WORK TO BE COMPLETED: Each line in the entries below that holds the string "School" is to be listed.

-- SUPPLIED DATA follows --

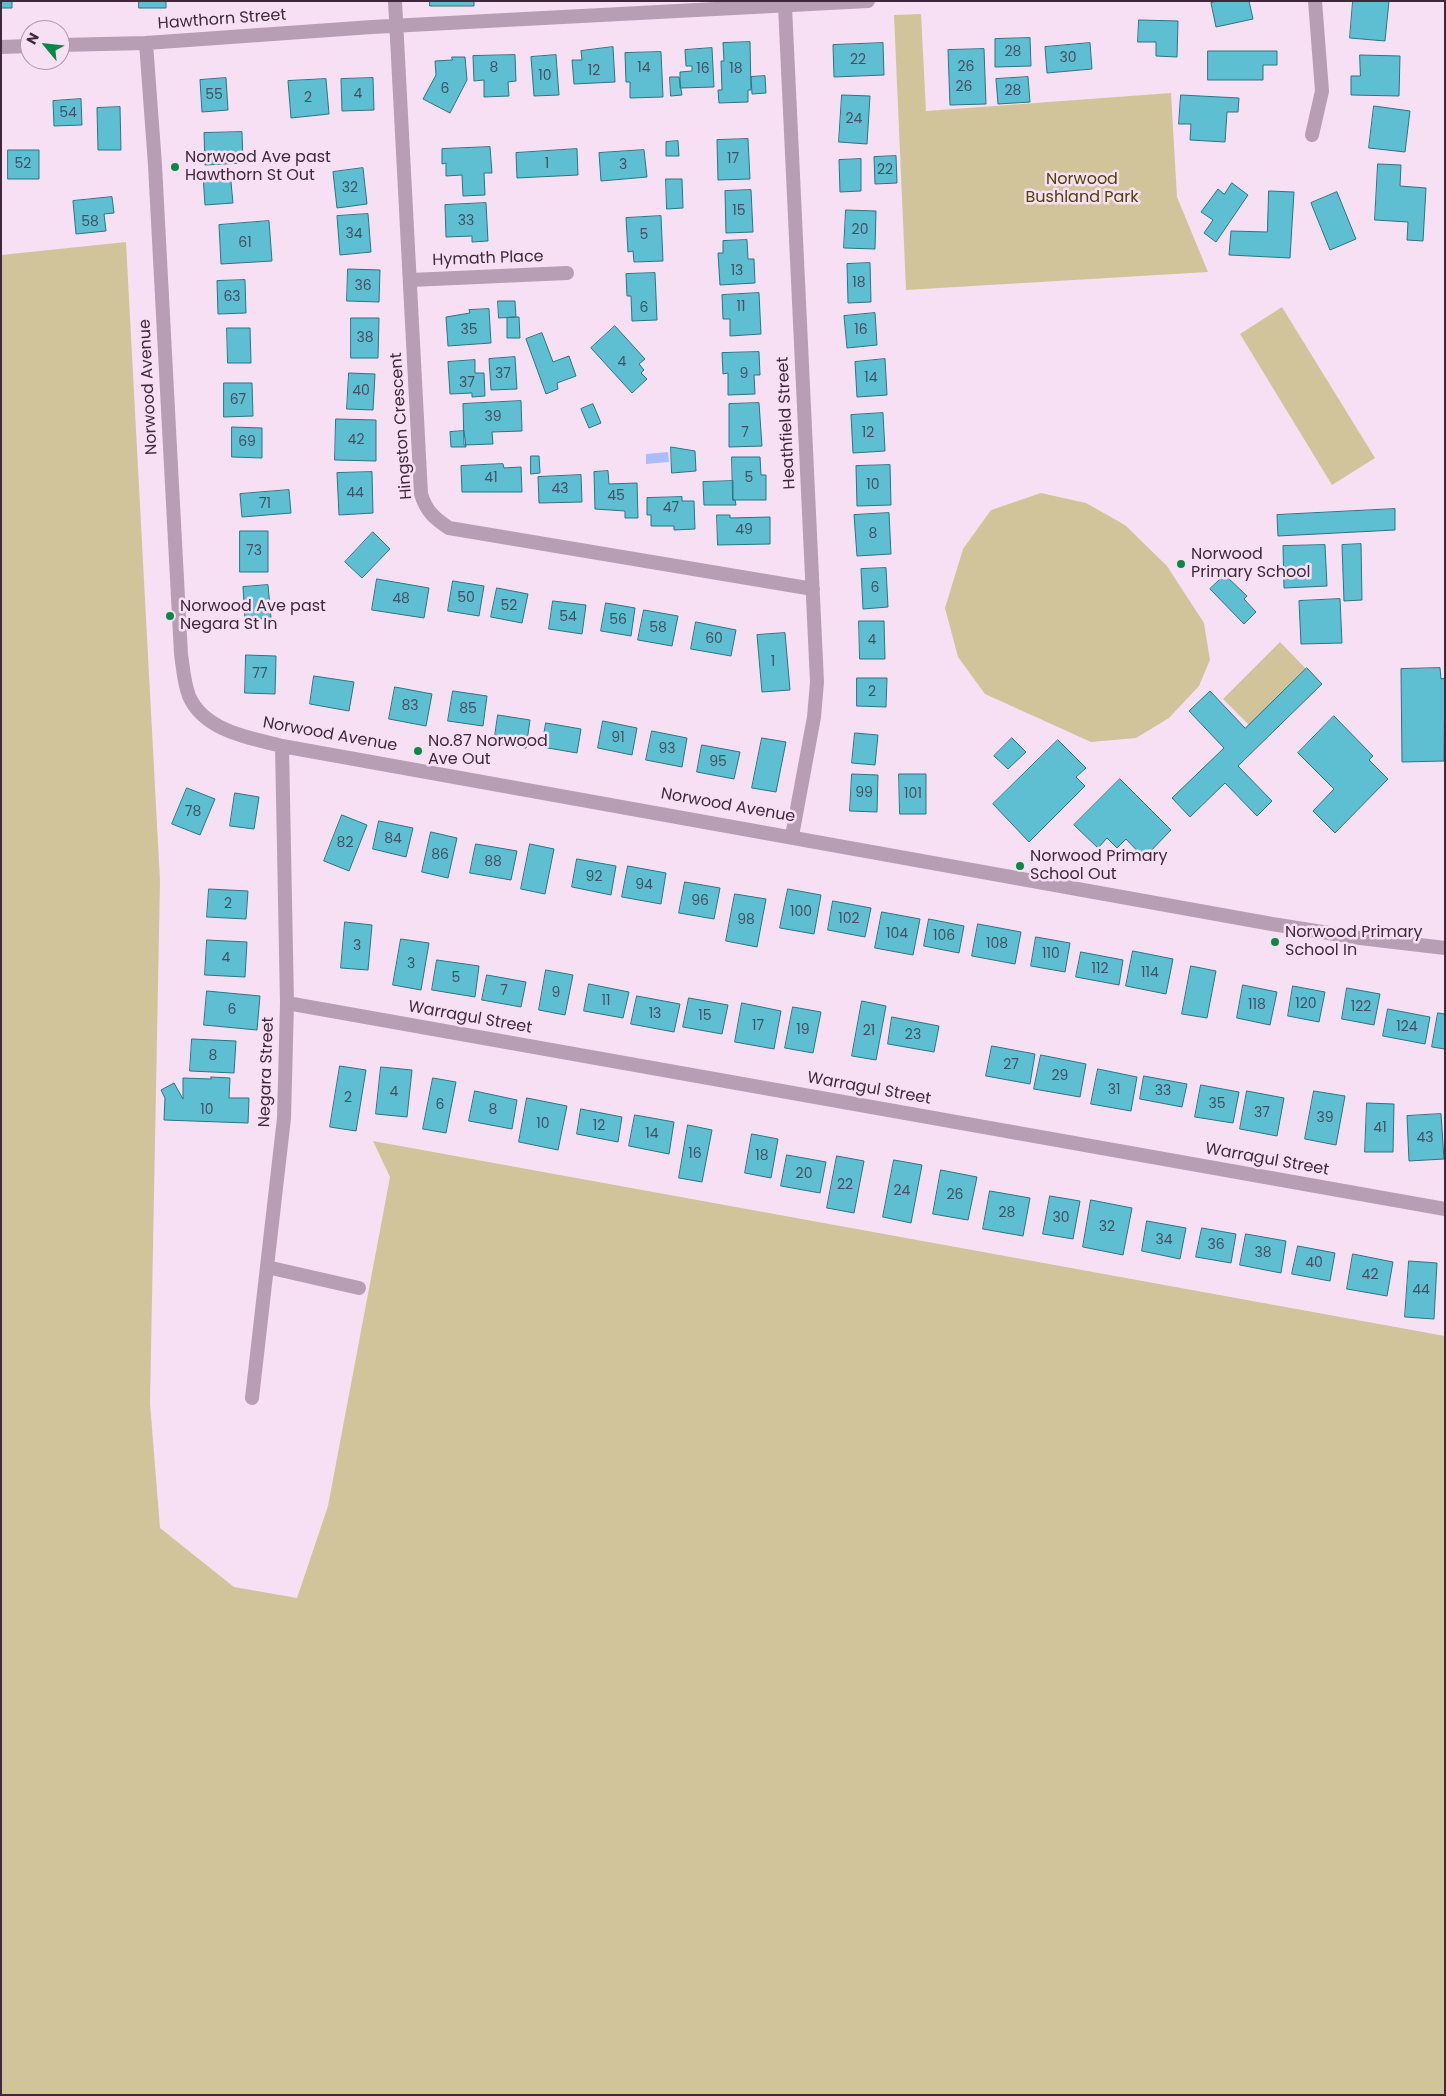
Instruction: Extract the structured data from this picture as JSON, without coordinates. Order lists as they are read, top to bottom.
{
  "streets": {
    "street": [
      "Hawthorn Street",
      "Hymath Place",
      "Norwood Avenue",
      "Heathfield Street",
      "Hingston Crescent",
      "Warragul Street",
      "Negara Street"
    ]
  },
  "crossings": [
    ["Hawthorn Street", "Norwood Avenue"],
    ["Hawthorn Street", "Heathfield Street"],
    ["Hawthorn Street", "Hingston Crescent"],
    ["Hymath Place", "Hingston Crescent"],
    ["Norwood Avenue", "Heathfield Street"],
    ["Norwood Avenue", "Negara Street"],
    ["Heathfield Street", "Hingston Crescent"],
    ["Warragul Street", "Negara Street"]
  ],
  "parks": ["Norwood Bushland Park"],
  "places": [
    "Norwood Ave past Hawthorn St Out",
    "Norwood Primary School",
    "Norwood Ave past Negara St In",
    "No.87 Norwood Ave Out",
    "Norwood Primary School Out",
    "Norwood Primary School In"
  ],
  "house_numbers": [
    "28",
    "30",
    "22",
    "26",
    "8",
    "14",
    "16",
    "18",
    "12",
    "10",
    "26",
    "6",
    "28",
    "4",
    "55",
    "2",
    "54",
    "24",
    "17",
    "52",
    "1",
    "3",
    "22",
    "32",
    "15",
    "33",
    "58",
    "20",
    "34",
    "5",
    "61",
    "13",
    "18",
    "36",
    "63",
    "11",
    "6",
    "35",
    "16",
    "38",
    "4",
    "37",
    "9",
    "14",
    "37",
    "40",
    "67",
    "39",
    "7",
    "12",
    "42",
    "69",
    "41",
    "5",
    "10",
    "43",
    "44",
    "45",
    "71",
    "47",
    "49",
    "8",
    "73",
    "6",
    "50",
    "48",
    "52",
    "54",
    "56",
    "58",
    "60",
    "4",
    "1",
    "77",
    "2",
    "83",
    "85",
    "91",
    "93",
    "95",
    "99",
    "101",
    "78",
    "84",
    "82",
    "86",
    "88",
    "92",
    "94",
    "96",
    "2",
    "100",
    "102",
    "98",
    "104",
    "106",
    "108",
    "3",
    "110",
    "4",
    "3",
    "112",
    "114",
    "5",
    "7",
    "9",
    "11",
    "120",
    "118",
    "122",
    "6",
    "13",
    "15",
    "17",
    "124",
    "19",
    "21",
    "23",
    "8",
    "27",
    "29",
    "31",
    "33",
    "4",
    "2",
    "35",
    "6",
    "10",
    "8",
    "37",
    "39",
    "10",
    "12",
    "41",
    "14",
    "43",
    "16",
    "18",
    "20",
    "22",
    "24",
    "26",
    "28",
    "30",
    "32",
    "34",
    "36",
    "38",
    "40",
    "42",
    "44"
  ],
  "north": "top left"
}
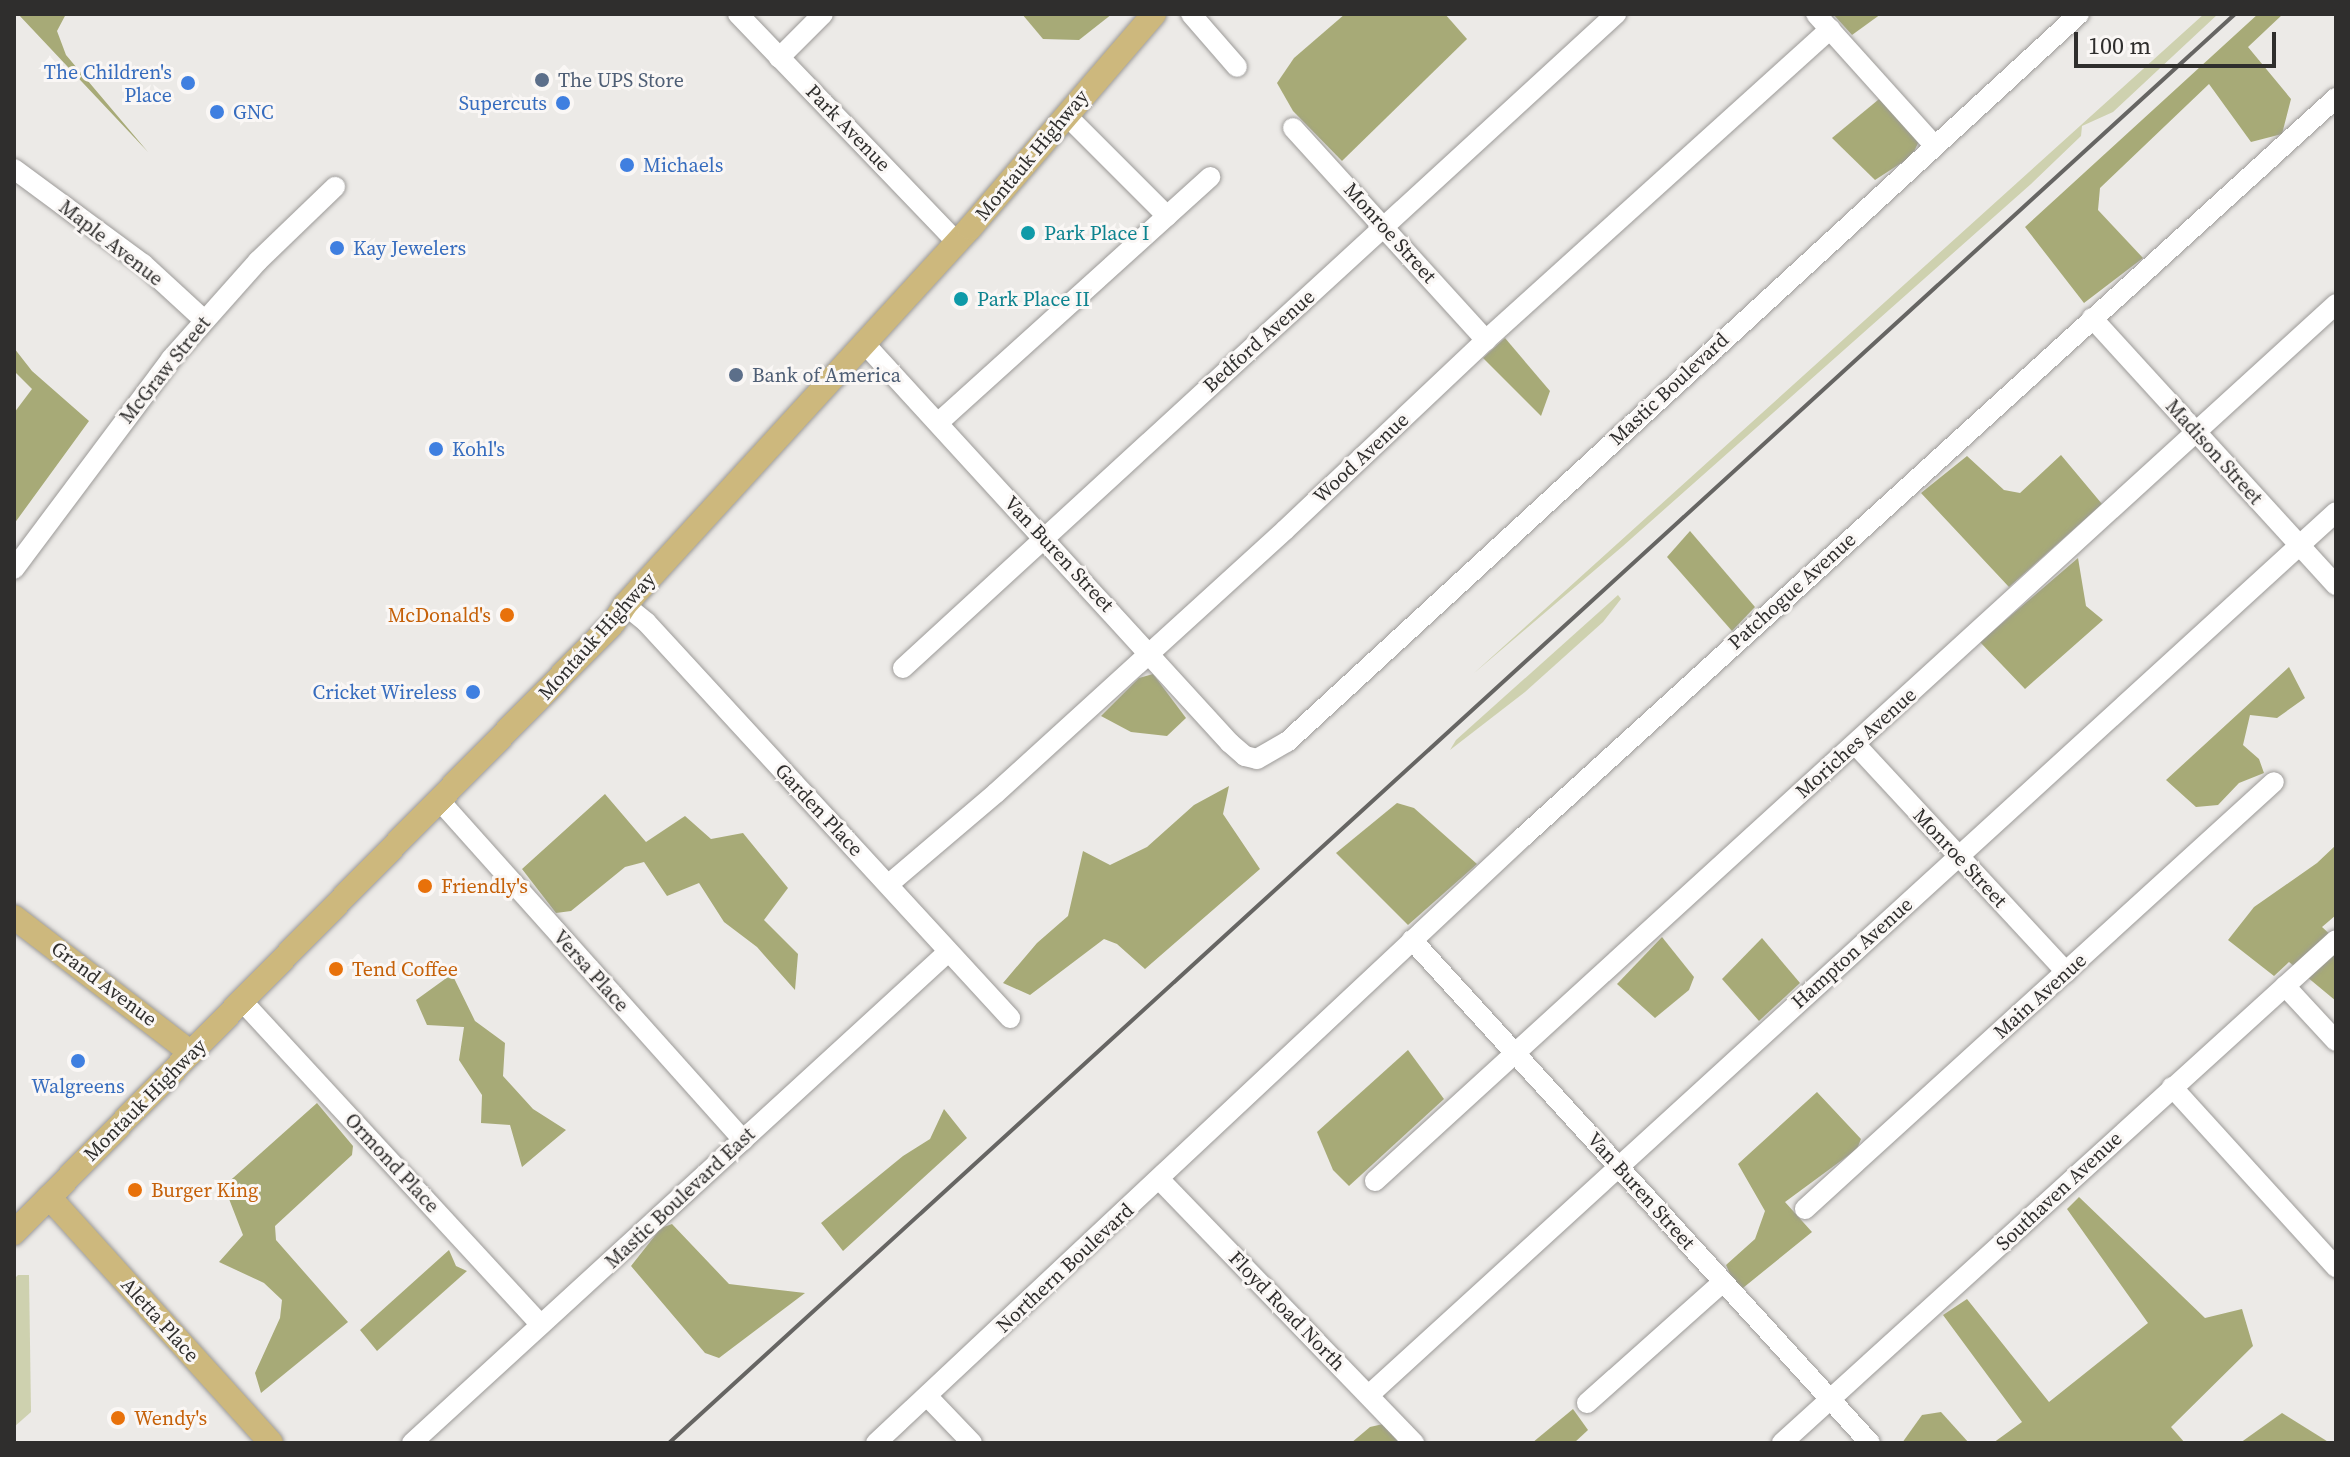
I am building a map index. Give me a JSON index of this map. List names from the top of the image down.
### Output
{
  "streets": {
    "main road": ["Montauk Highway", "Grand Avenue", "Aletta Place"],
    "street": [
      "Park Avenue",
      "Monroe Street",
      "Maple Avenue",
      "Bedford Avenue",
      "McGraw Street",
      "Mastic Boulevard",
      "Madison Street",
      "Wood Avenue",
      "Van Buren Street",
      "Patchogue Avenue",
      "Moriches Avenue",
      "Garden Place",
      "Hampton Avenue",
      "Versa Place",
      "Main Avenue",
      "Ormond Place",
      "Southaven Avenue",
      "Mastic Boulevard East",
      "Northern Boulevard",
      "Floyd Road North"
    ]
  },
  "crossings": [
    ["Park Avenue", "Montauk Highway"],
    ["Montauk Highway", "Van Buren Street"],
    ["Montauk Highway", "Garden Place"],
    ["Montauk Highway", "Versa Place"],
    ["Montauk Highway", "Grand Avenue"],
    ["Montauk Highway", "Ormond Place"],
    ["Montauk Highway", "Aletta Place"],
    ["Monroe Street", "Bedford Avenue"],
    ["Monroe Street", "Wood Avenue"],
    ["Monroe Street", "Moriches Avenue"],
    ["Monroe Street", "Hampton Avenue"],
    ["Monroe Street", "Main Avenue"],
    ["Maple Avenue", "McGraw Street"],
    ["Bedford Avenue", "Van Buren Street"],
    ["Mastic Boulevard", "Van Buren Street"],
    ["Madison Street", "Patchogue Avenue"],
    ["Madison Street", "Moriches Avenue"],
    ["Madison Street", "Hampton Avenue"],
    ["Wood Avenue", "Van Buren Street"],
    ["Wood Avenue", "Garden Place"],
    ["Van Buren Street", "Patchogue Avenue"],
    ["Van Buren Street", "Moriches Avenue"],
    ["Van Buren Street", "Hampton Avenue"],
    ["Van Buren Street", "Southaven Avenue"],
    ["Patchogue Avenue", "Northern Boulevard"],
    ["Garden Place", "Mastic Boulevard East"],
    ["Hampton Avenue", "Floyd Road North"],
    ["Versa Place", "Mastic Boulevard East"],
    ["Ormond Place", "Mastic Boulevard East"],
    ["Northern Boulevard", "Floyd Road North"]
  ],
  "places": [
    "The UPS Store",
    "The Children's Place",
    "Supercuts",
    "GNC",
    "Michaels",
    "Park Place I",
    "Kay Jewelers",
    "Park Place II",
    "Bank of America",
    "Kohl's",
    "McDonald's",
    "Cricket Wireless",
    "Friendly's",
    "Tend Coffee",
    "Walgreens",
    "Burger King",
    "Wendy's"
  ],
  "scale_bar": "100 m"
}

-- SUPPLIED DATA concluded --

SOLUTION:
    "Norwood Primary School",
    "Norwood Primary School Out",
    "Norwood Primary School In"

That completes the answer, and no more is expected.